RECORDS TO USE —

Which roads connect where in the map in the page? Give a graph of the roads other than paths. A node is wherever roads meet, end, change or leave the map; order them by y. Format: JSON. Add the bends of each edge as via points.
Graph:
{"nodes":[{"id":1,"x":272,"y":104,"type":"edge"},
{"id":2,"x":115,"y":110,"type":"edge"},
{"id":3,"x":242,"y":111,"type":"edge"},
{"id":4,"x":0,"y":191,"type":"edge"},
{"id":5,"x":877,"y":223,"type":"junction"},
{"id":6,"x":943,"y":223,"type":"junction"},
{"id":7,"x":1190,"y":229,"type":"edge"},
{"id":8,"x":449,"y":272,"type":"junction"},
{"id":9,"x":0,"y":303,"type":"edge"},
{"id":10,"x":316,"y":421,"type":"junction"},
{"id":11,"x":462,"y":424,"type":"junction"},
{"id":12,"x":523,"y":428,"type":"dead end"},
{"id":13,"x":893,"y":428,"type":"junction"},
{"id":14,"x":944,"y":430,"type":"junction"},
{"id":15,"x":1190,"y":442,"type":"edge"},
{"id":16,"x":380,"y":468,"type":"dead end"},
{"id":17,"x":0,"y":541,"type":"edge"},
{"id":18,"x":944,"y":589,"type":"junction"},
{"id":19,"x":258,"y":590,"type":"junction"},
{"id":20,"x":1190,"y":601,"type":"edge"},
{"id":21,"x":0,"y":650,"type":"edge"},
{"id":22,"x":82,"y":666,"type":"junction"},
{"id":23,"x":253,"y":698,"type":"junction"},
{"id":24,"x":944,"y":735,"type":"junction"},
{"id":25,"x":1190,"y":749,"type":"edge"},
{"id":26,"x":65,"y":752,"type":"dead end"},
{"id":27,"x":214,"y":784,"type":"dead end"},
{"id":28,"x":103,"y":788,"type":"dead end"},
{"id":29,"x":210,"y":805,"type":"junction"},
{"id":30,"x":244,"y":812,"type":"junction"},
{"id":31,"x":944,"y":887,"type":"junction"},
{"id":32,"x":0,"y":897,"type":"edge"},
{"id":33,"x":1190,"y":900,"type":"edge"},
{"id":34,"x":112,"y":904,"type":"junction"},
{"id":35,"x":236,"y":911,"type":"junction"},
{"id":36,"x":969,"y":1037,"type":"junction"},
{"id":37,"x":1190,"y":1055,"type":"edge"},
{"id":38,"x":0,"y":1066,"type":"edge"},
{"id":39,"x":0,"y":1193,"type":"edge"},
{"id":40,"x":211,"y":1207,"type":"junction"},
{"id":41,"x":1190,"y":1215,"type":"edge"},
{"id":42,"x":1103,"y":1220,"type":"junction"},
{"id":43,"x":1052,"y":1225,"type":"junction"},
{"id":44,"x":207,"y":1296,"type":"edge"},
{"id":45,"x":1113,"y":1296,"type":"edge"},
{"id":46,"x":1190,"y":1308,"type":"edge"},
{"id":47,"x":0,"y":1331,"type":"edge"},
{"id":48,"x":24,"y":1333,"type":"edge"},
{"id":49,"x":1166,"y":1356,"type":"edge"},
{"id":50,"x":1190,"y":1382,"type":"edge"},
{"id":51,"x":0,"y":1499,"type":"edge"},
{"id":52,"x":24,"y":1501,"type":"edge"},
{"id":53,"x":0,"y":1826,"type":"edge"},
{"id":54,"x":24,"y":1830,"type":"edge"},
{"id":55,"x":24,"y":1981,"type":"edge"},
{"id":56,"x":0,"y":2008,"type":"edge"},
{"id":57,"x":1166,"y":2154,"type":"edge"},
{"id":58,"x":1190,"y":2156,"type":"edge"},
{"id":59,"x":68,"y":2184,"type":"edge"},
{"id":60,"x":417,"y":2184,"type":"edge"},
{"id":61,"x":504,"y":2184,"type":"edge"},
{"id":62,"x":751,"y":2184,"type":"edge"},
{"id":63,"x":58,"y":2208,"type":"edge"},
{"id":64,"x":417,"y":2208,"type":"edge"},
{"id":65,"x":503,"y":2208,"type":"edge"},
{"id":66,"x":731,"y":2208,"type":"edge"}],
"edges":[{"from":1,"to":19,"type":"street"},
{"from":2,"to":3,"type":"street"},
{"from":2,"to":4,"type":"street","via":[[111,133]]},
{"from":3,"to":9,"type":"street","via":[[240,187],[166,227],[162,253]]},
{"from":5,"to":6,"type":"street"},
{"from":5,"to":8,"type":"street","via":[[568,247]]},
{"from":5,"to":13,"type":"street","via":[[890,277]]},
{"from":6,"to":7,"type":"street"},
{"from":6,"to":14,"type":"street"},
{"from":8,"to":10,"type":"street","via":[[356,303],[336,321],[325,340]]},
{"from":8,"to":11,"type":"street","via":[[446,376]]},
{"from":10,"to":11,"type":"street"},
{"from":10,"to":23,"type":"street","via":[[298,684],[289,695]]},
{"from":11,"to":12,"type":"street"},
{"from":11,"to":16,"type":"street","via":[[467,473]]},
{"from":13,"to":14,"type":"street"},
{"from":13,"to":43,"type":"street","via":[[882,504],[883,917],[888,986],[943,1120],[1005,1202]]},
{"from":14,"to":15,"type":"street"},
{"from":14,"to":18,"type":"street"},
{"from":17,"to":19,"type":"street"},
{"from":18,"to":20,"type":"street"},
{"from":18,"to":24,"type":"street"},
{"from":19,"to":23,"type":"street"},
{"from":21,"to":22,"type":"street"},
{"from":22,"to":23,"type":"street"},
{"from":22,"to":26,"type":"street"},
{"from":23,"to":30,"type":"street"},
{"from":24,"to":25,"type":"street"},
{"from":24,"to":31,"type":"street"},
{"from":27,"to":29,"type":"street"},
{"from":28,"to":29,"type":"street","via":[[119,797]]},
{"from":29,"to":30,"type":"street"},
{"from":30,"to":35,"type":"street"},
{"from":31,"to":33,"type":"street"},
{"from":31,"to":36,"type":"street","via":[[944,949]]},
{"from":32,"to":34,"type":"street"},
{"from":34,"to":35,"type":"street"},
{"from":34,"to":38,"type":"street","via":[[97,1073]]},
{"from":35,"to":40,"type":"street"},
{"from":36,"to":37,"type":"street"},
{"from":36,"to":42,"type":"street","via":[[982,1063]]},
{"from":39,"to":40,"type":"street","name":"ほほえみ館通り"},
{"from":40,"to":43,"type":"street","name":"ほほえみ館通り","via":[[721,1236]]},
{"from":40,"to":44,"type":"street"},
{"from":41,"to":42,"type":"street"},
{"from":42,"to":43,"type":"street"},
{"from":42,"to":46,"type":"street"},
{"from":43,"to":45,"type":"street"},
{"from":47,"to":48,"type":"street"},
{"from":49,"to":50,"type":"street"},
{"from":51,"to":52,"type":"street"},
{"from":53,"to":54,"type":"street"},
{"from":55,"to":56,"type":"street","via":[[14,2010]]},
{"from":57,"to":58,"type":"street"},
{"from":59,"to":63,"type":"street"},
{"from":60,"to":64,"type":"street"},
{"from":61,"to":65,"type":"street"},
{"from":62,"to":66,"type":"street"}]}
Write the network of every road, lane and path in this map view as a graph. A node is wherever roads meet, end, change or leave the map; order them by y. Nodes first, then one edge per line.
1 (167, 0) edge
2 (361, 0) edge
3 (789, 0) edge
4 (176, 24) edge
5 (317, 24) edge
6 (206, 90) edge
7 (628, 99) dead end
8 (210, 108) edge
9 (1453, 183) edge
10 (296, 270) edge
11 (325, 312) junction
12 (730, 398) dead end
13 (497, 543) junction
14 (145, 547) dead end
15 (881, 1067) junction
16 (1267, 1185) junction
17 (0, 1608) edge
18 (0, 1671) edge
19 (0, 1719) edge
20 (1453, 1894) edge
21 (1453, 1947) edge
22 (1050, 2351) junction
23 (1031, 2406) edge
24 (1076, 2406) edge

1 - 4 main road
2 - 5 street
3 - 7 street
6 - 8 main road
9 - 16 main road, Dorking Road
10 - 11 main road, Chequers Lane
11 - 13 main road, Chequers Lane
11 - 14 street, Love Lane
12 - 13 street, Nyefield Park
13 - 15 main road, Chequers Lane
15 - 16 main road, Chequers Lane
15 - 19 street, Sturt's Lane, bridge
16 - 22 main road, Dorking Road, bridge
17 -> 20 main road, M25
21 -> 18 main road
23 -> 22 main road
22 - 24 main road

TASK TO CARRY OUT —
How many lines of the listing include the string "main"? Give only the number.

PROBLEM SOLUTION —
12